Task goal:
Within the material below, how many lines include the word "edges"? Only the number should be given.

Data to use:
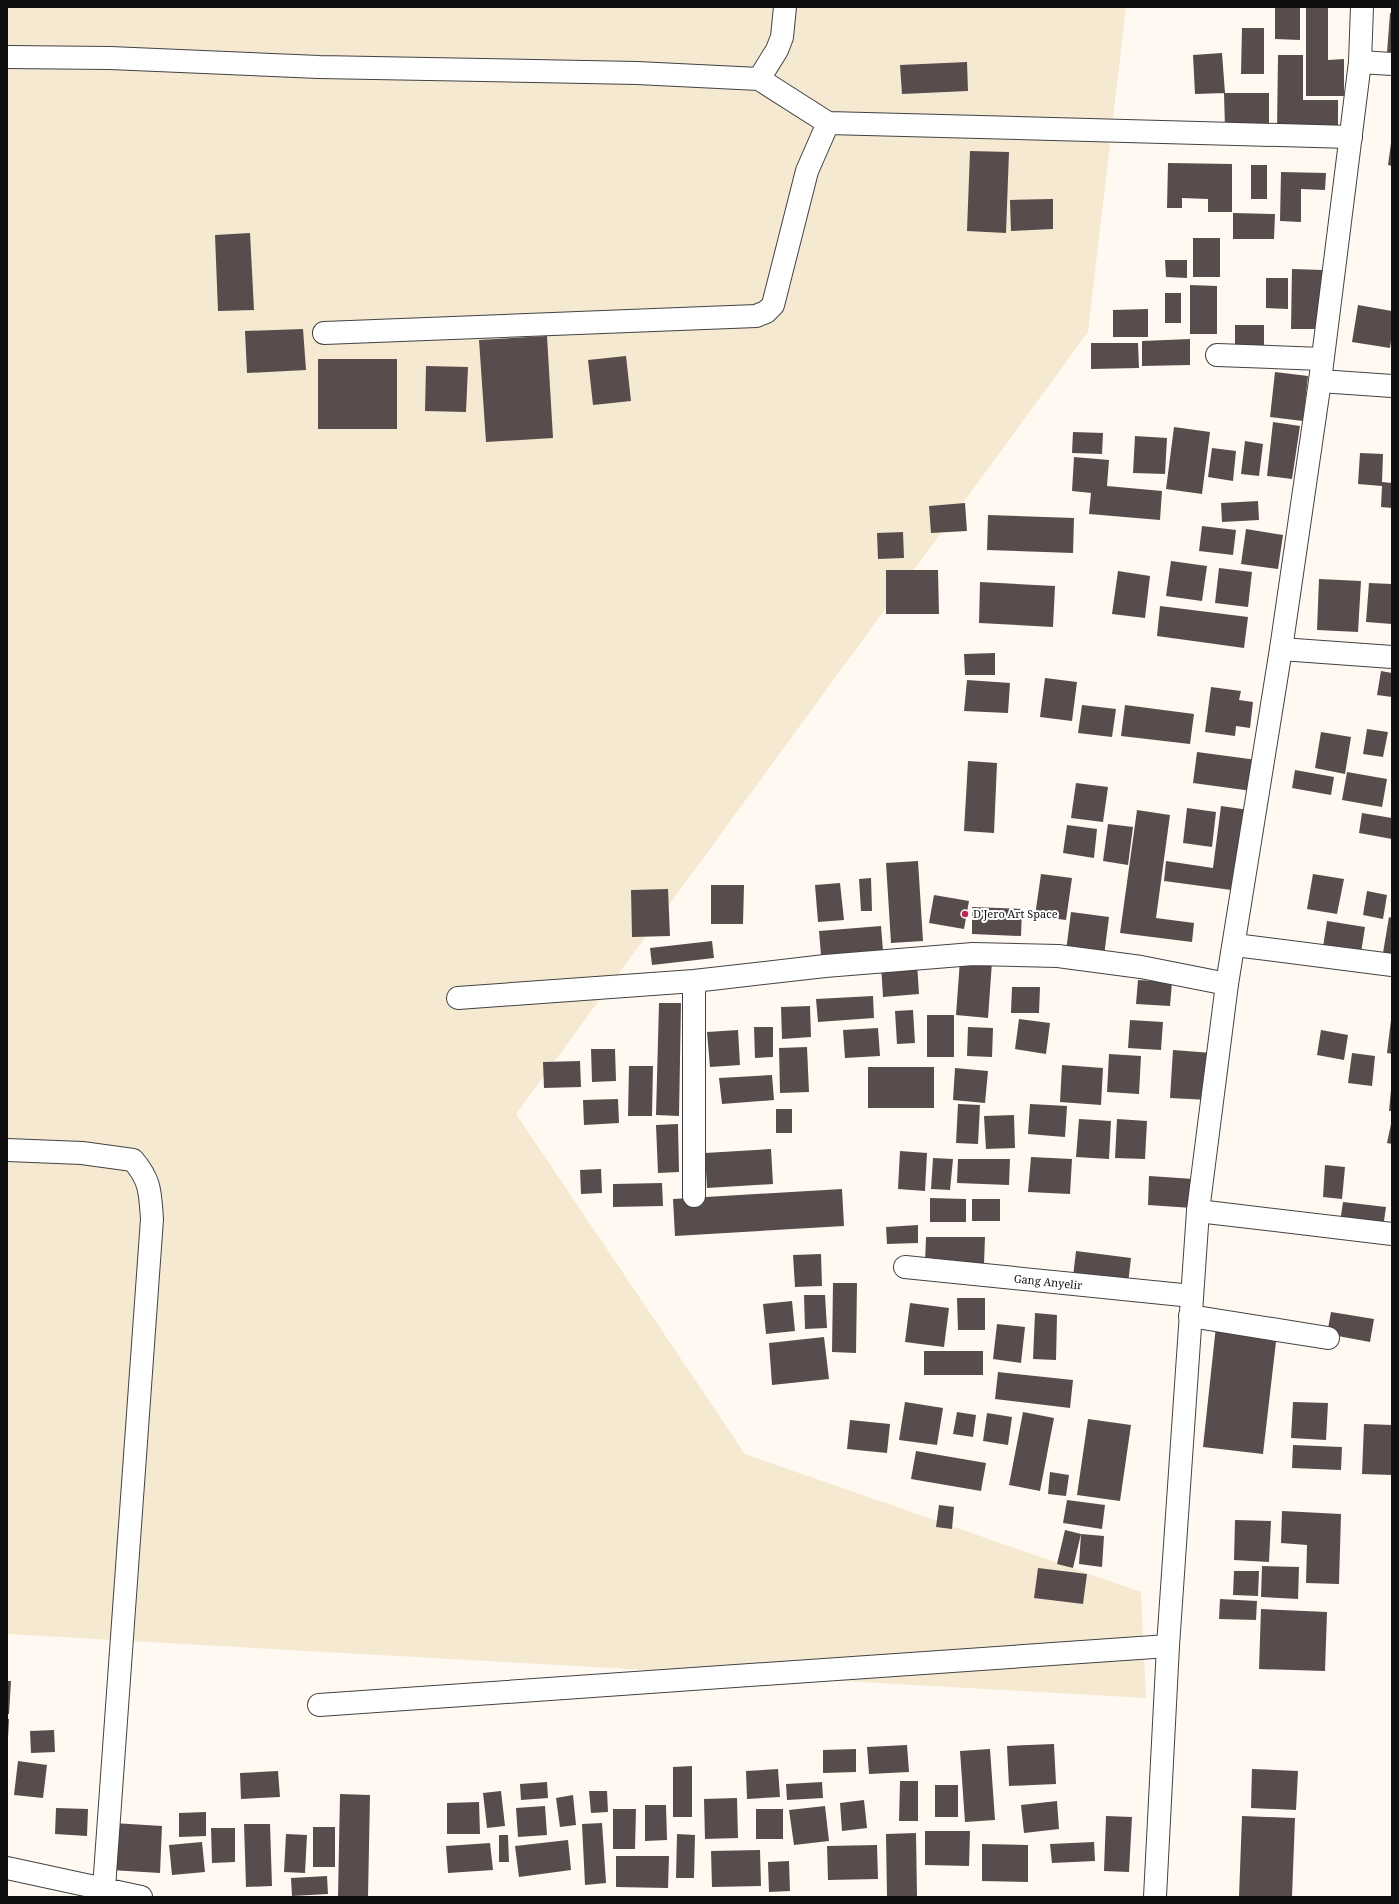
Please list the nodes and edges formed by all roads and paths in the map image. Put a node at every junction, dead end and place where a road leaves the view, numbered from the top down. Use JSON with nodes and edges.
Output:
{"nodes":[{"id":1,"x":785,"y":7,"type":"edge"},
{"id":2,"x":1362,"y":7,"type":"edge"},
{"id":3,"x":7,"y":57,"type":"edge"},
{"id":4,"x":1360,"y":62,"type":"junction"},
{"id":5,"x":1392,"y":64,"type":"edge"},
{"id":6,"x":759,"y":79,"type":"junction"},
{"id":7,"x":828,"y":123,"type":"junction"},
{"id":8,"x":1351,"y":137,"type":"junction"},
{"id":9,"x":324,"y":333,"type":"dead end"},
{"id":10,"x":1217,"y":355,"type":"dead end"},
{"id":11,"x":1322,"y":359,"type":"junction"},
{"id":12,"x":1320,"y":381,"type":"junction"},
{"id":13,"x":1392,"y":386,"type":"edge"},
{"id":14,"x":1281,"y":649,"type":"junction"},
{"id":15,"x":1392,"y":657,"type":"edge"},
{"id":16,"x":1235,"y":945,"type":"junction"},
{"id":17,"x":1392,"y":965,"type":"edge"},
{"id":18,"x":694,"y":981,"type":"junction"},
{"id":19,"x":1227,"y":984,"type":"junction"},
{"id":20,"x":458,"y":998,"type":"dead end"},
{"id":21,"x":7,"y":1150,"type":"edge"},
{"id":22,"x":694,"y":1196,"type":"dead end"},
{"id":23,"x":1198,"y":1211,"type":"junction"},
{"id":24,"x":1392,"y":1234,"type":"edge"},
{"id":25,"x":905,"y":1267,"type":"dead end"},
{"id":26,"x":1191,"y":1306,"type":"junction"},
{"id":27,"x":1328,"y":1338,"type":"dead end"},
{"id":28,"x":1168,"y":1646,"type":"junction"},
{"id":29,"x":319,"y":1705,"type":"dead end"},
{"id":30,"x":7,"y":1868,"type":"edge"},
{"id":31,"x":104,"y":1888,"type":"junction"},
{"id":32,"x":141,"y":1897,"type":"edge"},
{"id":33,"x":1155,"y":1897,"type":"edge"}],
"edges":[{"from":1,"to":6,"type":"street"},
{"from":2,"to":4,"type":"street"},
{"from":3,"to":6,"type":"street"},
{"from":4,"to":5,"type":"street"},
{"from":4,"to":8,"type":"street"},
{"from":6,"to":7,"type":"street"},
{"from":7,"to":8,"type":"street"},
{"from":7,"to":9,"type":"street"},
{"from":8,"to":11,"type":"street"},
{"from":10,"to":11,"type":"street"},
{"from":11,"to":12,"type":"street"},
{"from":12,"to":13,"type":"street"},
{"from":12,"to":14,"type":"street"},
{"from":14,"to":15,"type":"street"},
{"from":14,"to":16,"type":"street"},
{"from":16,"to":17,"type":"street"},
{"from":16,"to":19,"type":"street"},
{"from":18,"to":19,"type":"street"},
{"from":18,"to":20,"type":"street"},
{"from":18,"to":22,"type":"street"},
{"from":19,"to":23,"type":"street"},
{"from":21,"to":31,"type":"street"},
{"from":23,"to":24,"type":"street"},
{"from":23,"to":26,"type":"street"},
{"from":25,"to":26,"type":"street","name":"Gang Anyelir"},
{"from":26,"to":27,"type":"street","name":"Gang Anyelir"},
{"from":26,"to":28,"type":"street"},
{"from":28,"to":29,"type":"street"},
{"from":28,"to":33,"type":"street"},
{"from":30,"to":31,"type":"street"},
{"from":31,"to":32,"type":"street"}]}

Answer to this task:
2